Work required: Begin with the first line below and retype each line exactly through the line containing "Digitize the connectivity". Any pictures are to be left out.

-- Records provided follows --

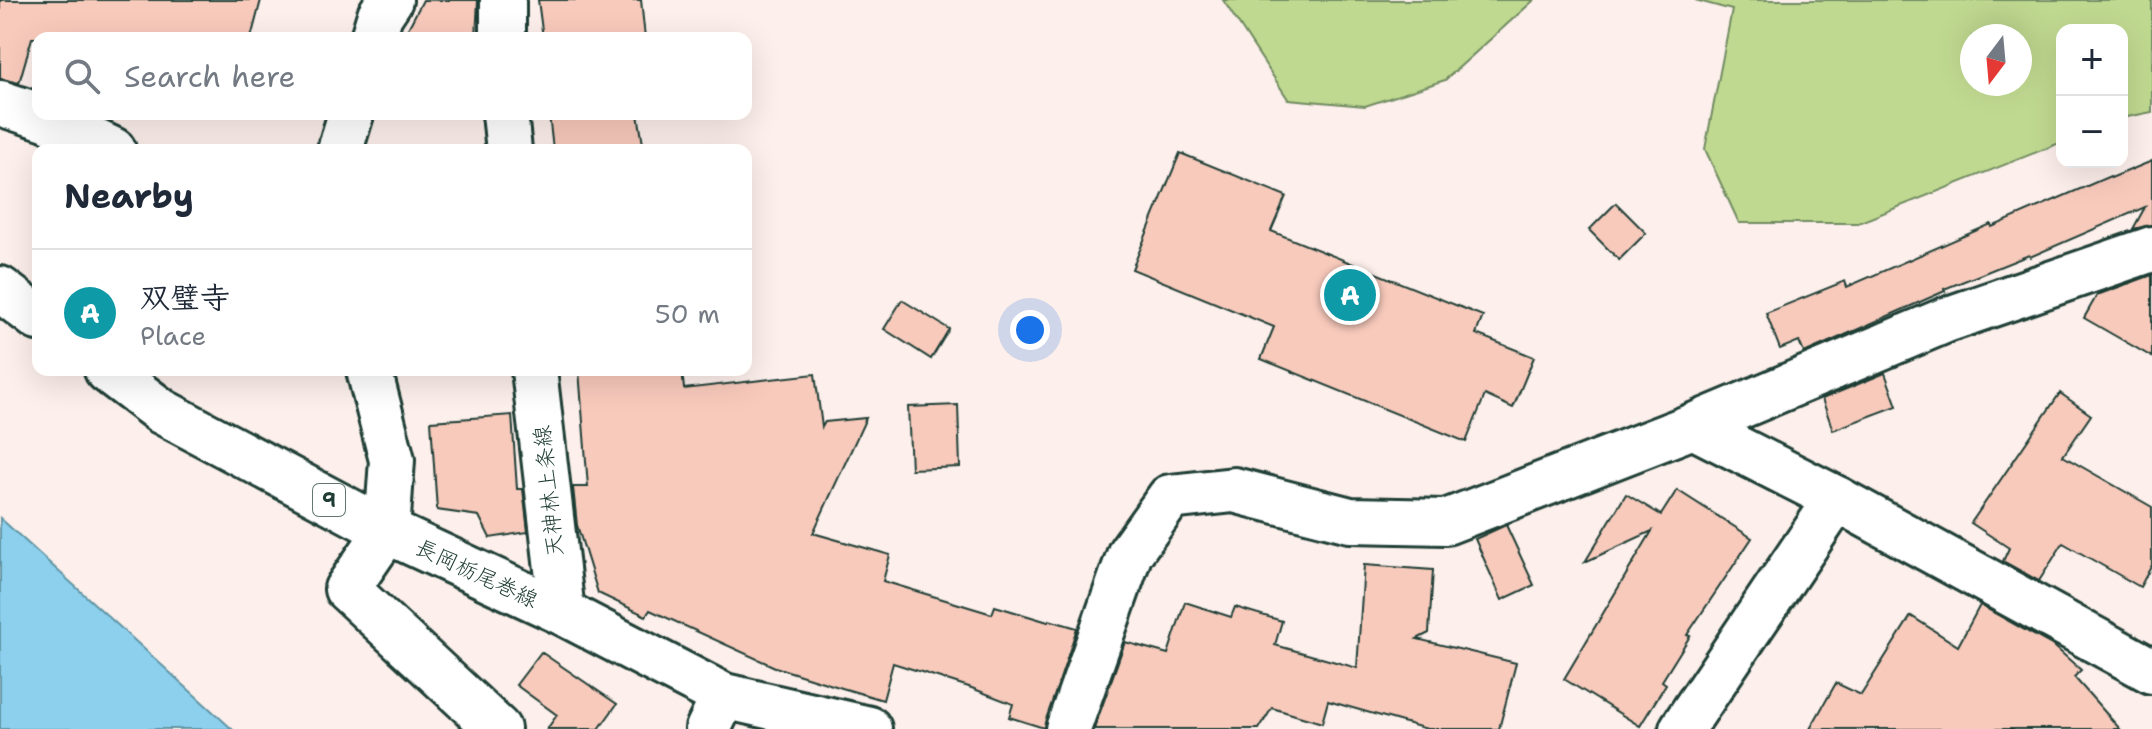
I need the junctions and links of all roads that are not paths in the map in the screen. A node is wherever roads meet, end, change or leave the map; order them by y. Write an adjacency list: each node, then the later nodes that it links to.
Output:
1 (390, 0): 3 (street)
2 (503, 0): 4 (street)
3 (375, 32)
4 (503, 32)
5 (0, 103): 6 (street)
6 (32, 113)
7 (50, 120): 10 (street)
8 (349, 120): 11 (street)
9 (506, 120): 12 (street)
10 (100, 144)
11 (342, 144)
12 (508, 144)
13 (2152, 249): 19 (street)
14 (0, 289): 15 (street)
15 (32, 313)
16 (115, 376): 21 (street, 長岡栃尾巻線 / 9)
17 (371, 376): 21 (street)
18 (535, 376): 22 (street, 天神林上条線)
19 (1693, 426): 20 (street); 27 (street)
20 (1837, 499): 23 (street); 28 (street)
21 (387, 531): 22 (street, 長岡栃尾巻線 / 9); 25 (street)
22 (562, 612): 24 (street, 長岡栃尾巻線 / 9)
23 (2152, 671)
24 (716, 712): 26 (street, 長岡栃尾巻線 / 9)
25 (498, 729)
26 (869, 729)
27 (1068, 729)
28 (1682, 729)

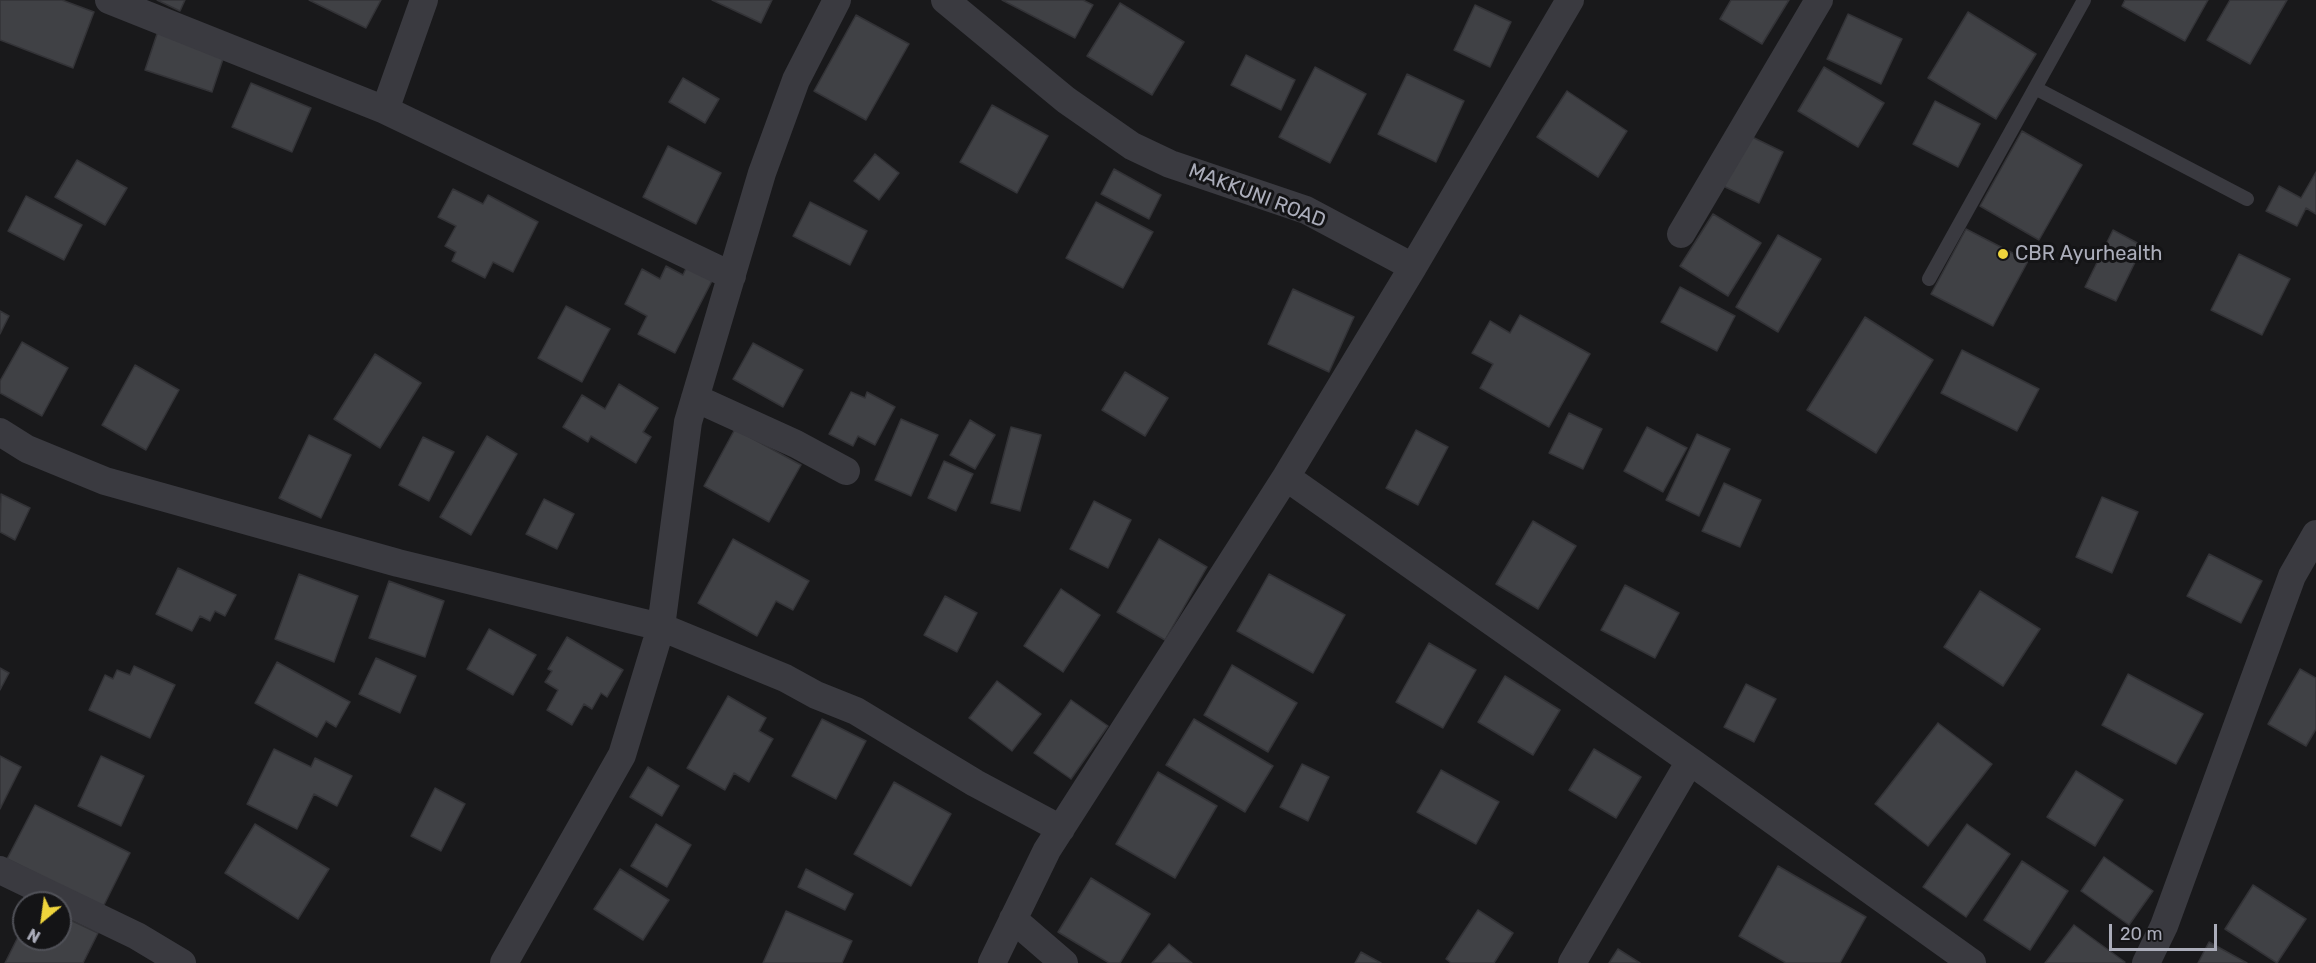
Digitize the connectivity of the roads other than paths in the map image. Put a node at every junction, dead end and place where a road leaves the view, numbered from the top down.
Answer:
1 (109, 0) edge
2 (424, 0) edge
3 (837, 0) edge
4 (945, 0) edge
5 (1570, 0) edge
6 (1819, 0) edge
7 (2084, 0) edge
8 (2035, 88) junction
9 (385, 110) junction
10 (2247, 199) dead end
11 (1681, 234) dead end
12 (1413, 267) junction
13 (732, 276) junction
14 (1929, 279) dead end
15 (695, 398) junction
16 (0, 432) edge
17 (846, 471) dead end
18 (1286, 477) junction
19 (2316, 534) edge
20 (661, 627) junction
21 (1690, 761) junction
22 (1061, 829) junction
23 (0, 870) edge
24 (1013, 919) junction
25 (183, 963) edge
26 (504, 963) edge
27 (992, 963) edge
28 (1064, 963) edge
29 (1572, 963) edge
30 (1972, 963) edge
31 (2146, 963) edge

1 - 9 street
2 - 9 street
3 - 13 street
4 - 12 street, MAKKUNI ROAD
5 - 12 street
6 - 11 street
7 - 8 lane
8 - 10 lane
8 - 14 lane
9 - 13 street
12 - 18 street
13 - 15 street
15 - 17 street
15 - 20 street
16 - 20 street
18 - 21 street
18 - 22 street
19 - 31 street
20 - 22 street
20 - 26 street
21 - 29 street
21 - 30 street
22 - 24 street
23 - 25 street
24 - 27 street
24 - 28 street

-- Records provided concluded --

Finished exercise:
I need the junctions and links of all roads that are not paths in the map in the screen. A node is wherever roads meet, end, change or leave the map; order them by y. Write an adjacency list: each node, then the later nodes that it links to.
Output:
1 (390, 0): 3 (street)
2 (503, 0): 4 (street)
3 (375, 32)
4 (503, 32)
5 (0, 103): 6 (street)
6 (32, 113)
7 (50, 120): 10 (street)
8 (349, 120): 11 (street)
9 (506, 120): 12 (street)
10 (100, 144)
11 (342, 144)
12 (508, 144)
13 (2152, 249): 19 (street)
14 (0, 289): 15 (street)
15 (32, 313)
16 (115, 376): 21 (street, 長岡栃尾巻線 / 9)
17 (371, 376): 21 (street)
18 (535, 376): 22 (street, 天神林上条線)
19 (1693, 426): 20 (street); 27 (street)
20 (1837, 499): 23 (street); 28 (street)
21 (387, 531): 22 (street, 長岡栃尾巻線 / 9); 25 (street)
22 (562, 612): 24 (street, 長岡栃尾巻線 / 9)
23 (2152, 671)
24 (716, 712): 26 (street, 長岡栃尾巻線 / 9)
25 (498, 729)
26 (869, 729)
27 (1068, 729)
28 (1682, 729)

Digitize the connectivity of the roads other than paths in the map image. Put a node at every junction, dead end and place where a road leaves the view, numbered from the top down.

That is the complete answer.